| ABOUT THIS TASK |
Begin at the top of the records below and return each line exactly through the line with "label('make this possible". Skip pictures.

| MATERIALS PROVIDED |
####

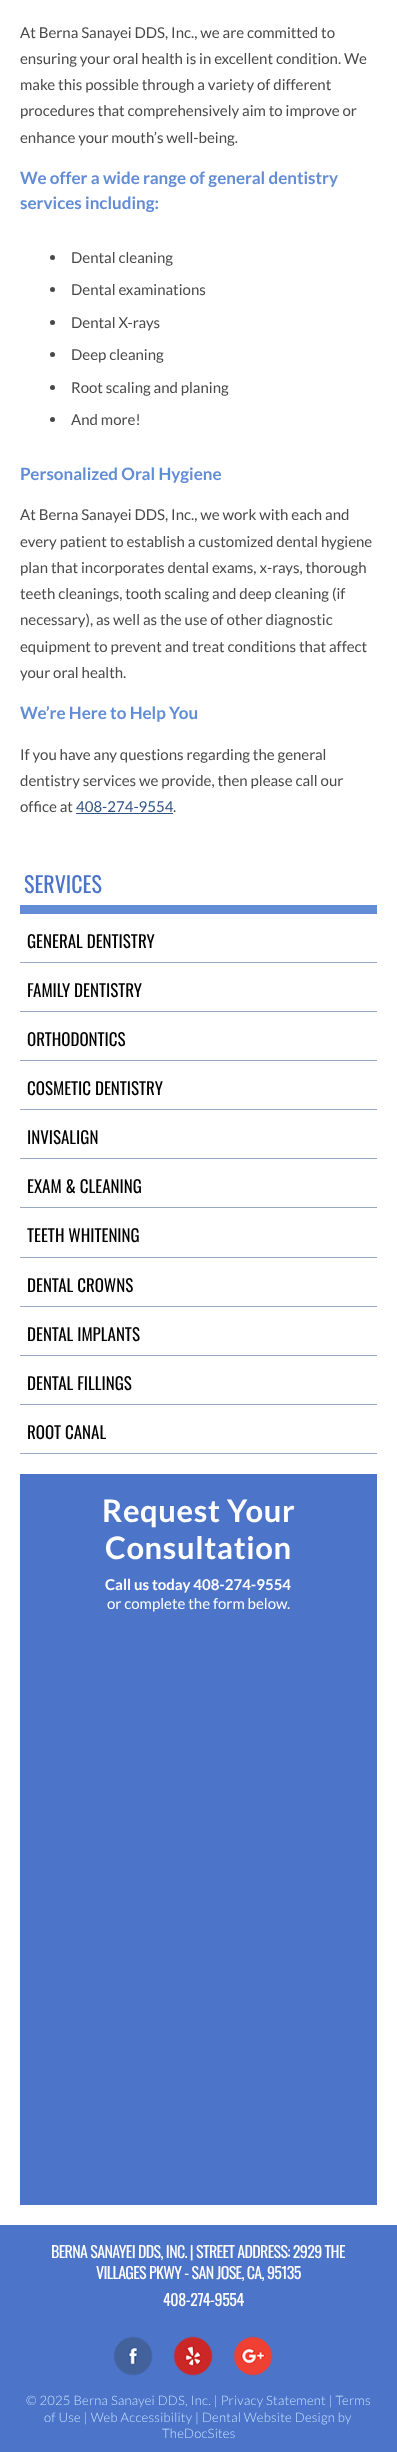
async function draw(canvas) {
  canvas.width = 397;
  canvas.height = 2452;
  const ctx = canvas.getContext('2d');
  ctx.miterLimit = 4;
  ctx.fontKerning = 'normal';
  function label(s, x, y, font, color) {
    ctx.font = font;
    ctx.fillStyle = color;
    ctx.fillText(s, x, y);
  }
  function rect(x, y, w, h, color) {
    ctx.fillStyle = color;
    ctx.fillRect(x, y, w, h);
  }
  async function image(src, x, y, w, h) {
    const img = new Image();
    img.src = src;
    await img.decode();
    ctx.drawImage(img, x, y, w, h);
  }

  rect(0, 0, 397, 2452, '#fff');
  label('At Berna Sanayei DDS, Inc., we are committed to', 20, 38, '15px Lato', '#494949');
  label('ensuring your oral health is in excellent condition. We', 20, 64, '15px Lato', '#494949');
  label('make this possible through a variety of different', 20, 90, '15px Lato', '#494949');
  label('procedures that comprehensively aim to improve or', 20, 116, '15px Lato', '#494949');
  label('enhance your mouth’s well-being.', 20, 143, '15px Lato', '#494949');
  label('We offer a wide range of general dentistry', 20, 184, 'bold 17px Lato', '#628dd6');
  label('services including:', 20, 209, 'bold 17px Lato', '#628dd6');
  ctx.fillStyle = '#494949';
  ctx.beginPath();
  ctx.arc(52.5, 257.5, 2.5, 0, 2 * Math.PI);
  ctx.fill();
  label('Dental cleaning', 71, 263, '15px Lato', '#494949');
  ctx.beginPath();
  ctx.arc(52.5, 289.5, 2.5, 0, 2 * Math.PI);
  ctx.fill();
  label('Dental examinations', 71, 295, '15px Lato', '#494949');
  ctx.beginPath();
  ctx.arc(52.5, 322.5, 2.5, 0, 2 * Math.PI);
  ctx.fill();
  label('Dental X-rays', 71, 328, '15px Lato', '#494949');
  ctx.beginPath();
  ctx.arc(52.5, 354.5, 2.5, 0, 2 * Math.PI);
  ctx.fill();
  label('Deep cleaning', 71, 360, '15px Lato', '#494949');
  ctx.beginPath();
  ctx.arc(52.5, 387.5, 2.5, 0, 2 * Math.PI);
  ctx.fill();
  label('Root scaling and planing', 71, 393, '15px Lato', '#494949');
  ctx.beginPath();
  ctx.arc(52.5, 419.5, 2.5, 0, 2 * Math.PI);
  ctx.fill();
  label('And more!', 71, 425, '15px Lato', '#494949');
  label('Personalized Oral Hygiene', 20, 480, 'bold 17px Lato', '#628dd6');
  label('At Berna Sanayei DDS, Inc., we work with each and', 20, 520, '15px Lato', '#494949');
  label('every patient to establish a customized dental hygiene', 20, 547, '15px Lato', '#494949');
  label('plan that incorporates dental exams, x-rays, thorough', 20, 573, '15px Lato', '#494949');
  label('teeth cleanings, tooth scaling and deep cleaning (if', 20, 599, '15px Lato', '#494949');
  label('necessary), as well as the use of other diagnostic', 20, 625, '15px Lato', '#494949');
  label('equipment to prevent and treat conditions that affect', 20, 652, '15px Lato', '#494949');
  label('your oral health.', 20, 678, '15px Lato', '#494949');
  label('We’re Here to Help You', 20, 719, 'bold 17px Lato', '#628dd6');
  label('If you have any questions regarding the general', 20, 760, '15px Lato', '#494949');
  label('dentistry services we provide, then please call our', 20, 786, '15px Lato', '#494949');
  label('office at', 20, 812, '15px Lato', '#494949');
  label('408-274-9554', 76, 812, '15px Lato', '#305285');
  rect(76, 813, 97, 1, '#305285');
  label('.', 173, 812, '15px Lato', '#494949');
  label('SERVICES', 24, 893, '22px Oswald', '#4c74c9');
  rect(20, 905, 357, 9, '#628dd6');
  rect(20, 962, 357, 1, '#98aac1');
  label('GENERAL DENTISTRY', 27, 948, '17px Oswald', '#000');
  rect(20, 1011, 357, 1, '#98aac1');
  label('FAMILY DENTISTRY', 27, 997, '17px Oswald', '#000');
  rect(20, 1060, 357, 1, '#98aac1');
  label('ORTHODONTICS', 27, 1046, '17px Oswald', '#000');
  rect(20, 1109, 357, 1, '#98aac1');
  label('COSMETIC DENTISTRY', 27, 1095, '17px Oswald', '#000');
  rect(20, 1158, 357, 1, '#98aac1');
  label('INVISALIGN', 27, 1144, '17px Oswald', '#000');
  rect(20, 1207, 357, 1, '#98aac1');
  label('EXAM & CLEANING', 27, 1193, '17px Oswald', '#000');
  rect(20, 1257, 357, 1, '#98aac1');
  label('TEETH WHITENING', 27, 1242, '17px Oswald', '#000');
  rect(20, 1306, 357, 1, '#98aac1');
  label('DENTAL CROWNS', 27, 1292, '17px Oswald', '#000');
  rect(20, 1355, 357, 1, '#98aac1');
  label('DENTAL IMPLANTS', 27, 1341, '17px Oswald', '#000');
  rect(20, 1404, 357, 1, '#98aac1');
  label('DENTAL FILLINGS', 27, 1390, '17px Oswald', '#000');
  rect(20, 1453, 357, 1, '#98aac1');
  label('ROOT CANAL', 27, 1439, '17px Oswald', '#000');
  rect(20, 1474, 357, 731, '#4c74c9');
  ctx.letterSpacing = '0.6px';
  label('Request Your', 102, 1522, 'bold 31px Lato', '#fff');
  label('Consultation', 105, 1559, 'bold 31px Lato', '#fff');
  ctx.letterSpacing = '0px';
  label('Call us today 408-274-9554', 105, 1590, 'bold 15px Lato', '#fff');
  label('or complete the form below.', 107, 1609, '15px Lato', '#fff');
  rect(0, 2225, 397, 227, '#4c74c9');
  ctx.letterSpacing = '-0.65px';
  label('BERNA SANAYEI DDS, INC. | STREET ADDRESS: 2929 THE', 51, 2258, '16px Oswald', '#fff');
  label('VILLAGES PKWY - SAN JOSE, CA, 95135', 96, 2279, '16px Oswald', '#fff');
  ctx.letterSpacing = '-0.4px';
  label('408-274-9554', 163, 2306, '16px Oswald', '#fff');
  await image('assets/img1.png', 113, 2336, 40, 40);
  await image('assets/img2.png', 173, 2336, 40, 40);
  await image('assets/img3.png', 233, 2336, 40, 40);
  ctx.letterSpacing = '0.25px';
  label('© 2025 Berna Sanayei DDS, Inc. | Privacy Statement | Terms', 26, 2405, '300 13px Lato', '#c6e0ff');
  label('of Use | Web Accessibility | Dental Website Design by', 44, 2422, '300 13px Lato', '#c6e0ff');
  label('TheDocSites', 162, 2438, '300 13px Lato', '#c6e0ff');
}

draw(document.querySelector('canvas'));
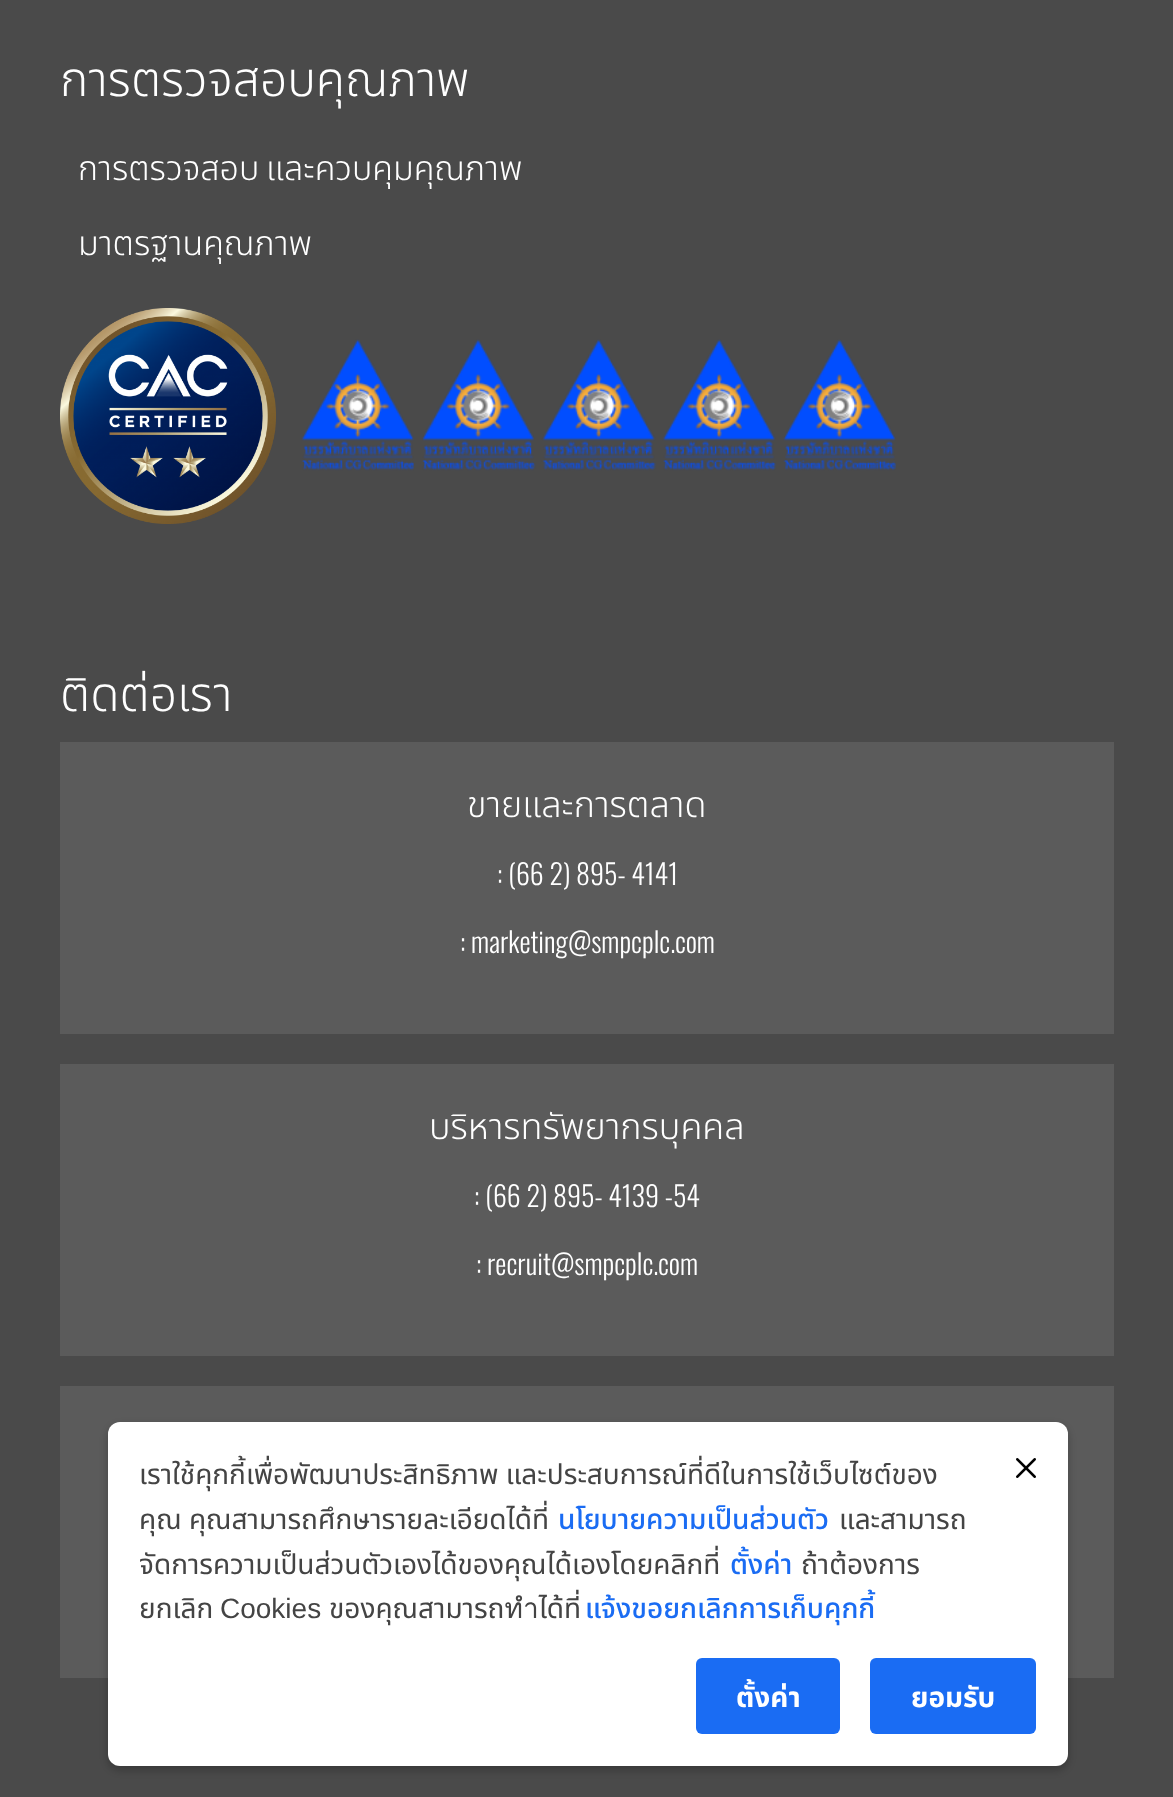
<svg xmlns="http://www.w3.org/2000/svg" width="1173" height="1797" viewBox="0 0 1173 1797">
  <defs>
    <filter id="blur1" x="-50%" y="-200%" width="200%" height="500%"><feGaussianBlur stdDeviation="5"/></filter>
  </defs>
  <rect width="100%" height="100%" fill="#4a4a4a"/>
  <text x="60" y="96" font-family="Noto Sans Thai" font-size="48" font-weight="300" fill="#ffffff">การตรวจสอบคุณภาพ</text>
  <text x="78" y="180" word-spacing="-2" font-family="Noto Sans Thai" font-size="34" font-weight="300" fill="#ffffff">การตรวจสอบ และควบคุมคุณภาพ</text>
  <text x="78" y="255" font-family="Noto Sans Thai" font-size="34" font-weight="300" fill="#ffffff">มาตรฐานคุณภาพ</text>
  <image x="60" y="308" width="216" height="216" href="img1.png"/>
  <image x="301" y="339" width="595" height="132" href="img2.png"/>
  <text x="60" y="711" font-family="Noto Sans Thai" font-size="48" font-weight="300" fill="#ffffff">ติดต่อเรา</text>
  <rect x="60" y="742" width="1054" height="292" fill="#5b5b5b"/>
  <text x="467" y="817" font-family="Noto Sans Thai" font-size="36" font-weight="300" fill="#ffffff">ขายและการตลาด</text>
  <text x="497" y="885" font-family="Oswald" font-size="28" font-weight="300" fill="#ffffff">: (66 2) 895- 4141</text>
  <text x="460" y="953" font-family="Oswald" font-size="28" font-weight="300" fill="#ffffff">: marketing@smpcplc.com</text>
  <rect x="60" y="1064" width="1054" height="292" fill="#5b5b5b"/>
  <text x="429" y="1139" font-family="Noto Sans Thai" font-size="36" font-weight="300" fill="#ffffff">บริหารทรัพยากรบุคคล</text>
  <text x="474" y="1207" font-family="Oswald" font-size="28" font-weight="300" fill="#ffffff">: (66 2) 895- 4139 -54</text>
  <text x="476" y="1275" font-family="Oswald" font-size="28" font-weight="300" fill="#ffffff">: recruit@smpcplc.com</text>
  <rect x="60" y="1386" width="1054" height="292" fill="#5b5b5b"/>
  <rect x="108" y="1426" width="960" height="344" rx="12" fill="#000000" fill-opacity="0.25" filter="url(#blur1)"/>
  <rect x="108" y="1422" width="960" height="344" rx="12" fill="#ffffff"/>
  <text x="139" y="1484" font-family="Noto Sans Thai" font-size="28" fill="#444444">เราใช้คุกกี้เพื่อพัฒนาประสิทธิภาพ และประสบการณ์ที่ดีในการใช้เว็บไซต์ของ</text>
  <text x="139" y="1529" font-family="Noto Sans Thai" font-size="28" fill="#444444">คุณ คุณสามารถศึกษารายละเอียดได้ที่</text>
  <text x="558" y="1529" font-family="Noto Sans Thai" font-size="28" font-weight="500" fill="#1a6cf3">นโยบายความเป็นส่วนตัว</text>
  <text x="839" y="1529" font-family="Noto Sans Thai" font-size="28" fill="#444444">และสามารถ</text>
  <text x="139" y="1574" font-family="Noto Sans Thai" font-size="28" fill="#444444">จัดการความเป็นส่วนตัวเองได้ของคุณได้เองโดยคลิกที่</text>
  <text x="730" y="1574" font-family="Noto Sans Thai" font-size="28" font-weight="500" fill="#1a6cf3">ตั้งค่า</text>
  <text x="801" y="1574" font-family="Noto Sans Thai" font-size="28" fill="#444444">ถ้าต้องการ</text>
  <text x="139" y="1618" font-family="Noto Sans Thai" font-size="28" fill="#444444">ยกเลิก</text>
  <text x="220" y="1618" font-family="Liberation Sans" font-size="28" fill="#444444">Cookies</text>
  <text x="329" y="1618" font-family="Noto Sans Thai" font-size="28" fill="#444444">ของคุณสามารถทำได้ที่</text>
  <text x="585" y="1618" font-family="Noto Sans Thai" font-size="28" font-weight="500" fill="#1a6cf3">แจ้งขอยกเลิกการเก็บคุกกี้</text>
  <image x="1016" y="1458" width="20" height="20" href="img3.png"/>
  <rect x="696" y="1658" width="144" height="76" rx="6" fill="#1a6cf3"/>
  <text x="736" y="1707" font-family="Noto Sans Thai" font-size="28" font-weight="bold" fill="#ffffff">ตั้งค่า</text>
  <rect x="870" y="1658" width="166" height="76" rx="6" fill="#1a6cf3"/>
  <text x="911" y="1707" font-family="Noto Sans Thai" font-size="28" font-weight="bold" fill="#ffffff">ยอมรับ</text>
</svg>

####

| WRITTEN ANSWER |
async function draw(canvas) {
  canvas.width = 397;
  canvas.height = 2452;
  const ctx = canvas.getContext('2d');
  ctx.miterLimit = 4;
  ctx.fontKerning = 'normal';
  function label(s, x, y, font, color) {
    ctx.font = font;
    ctx.fillStyle = color;
    ctx.fillText(s, x, y);
  }
  function rect(x, y, w, h, color) {
    ctx.fillStyle = color;
    ctx.fillRect(x, y, w, h);
  }
  async function image(src, x, y, w, h) {
    const img = new Image();
    img.src = src;
    await img.decode();
    ctx.drawImage(img, x, y, w, h);
  }

  rect(0, 0, 397, 2452, '#fff');
  label('At Berna Sanayei DDS, Inc., we are committed to', 20, 38, '15px Lato', '#494949');
  label('ensuring your oral health is in excellent condition. We', 20, 64, '15px Lato', '#494949');
  label('make this possible through a variety of different', 20, 90, '15px Lato', '#494949');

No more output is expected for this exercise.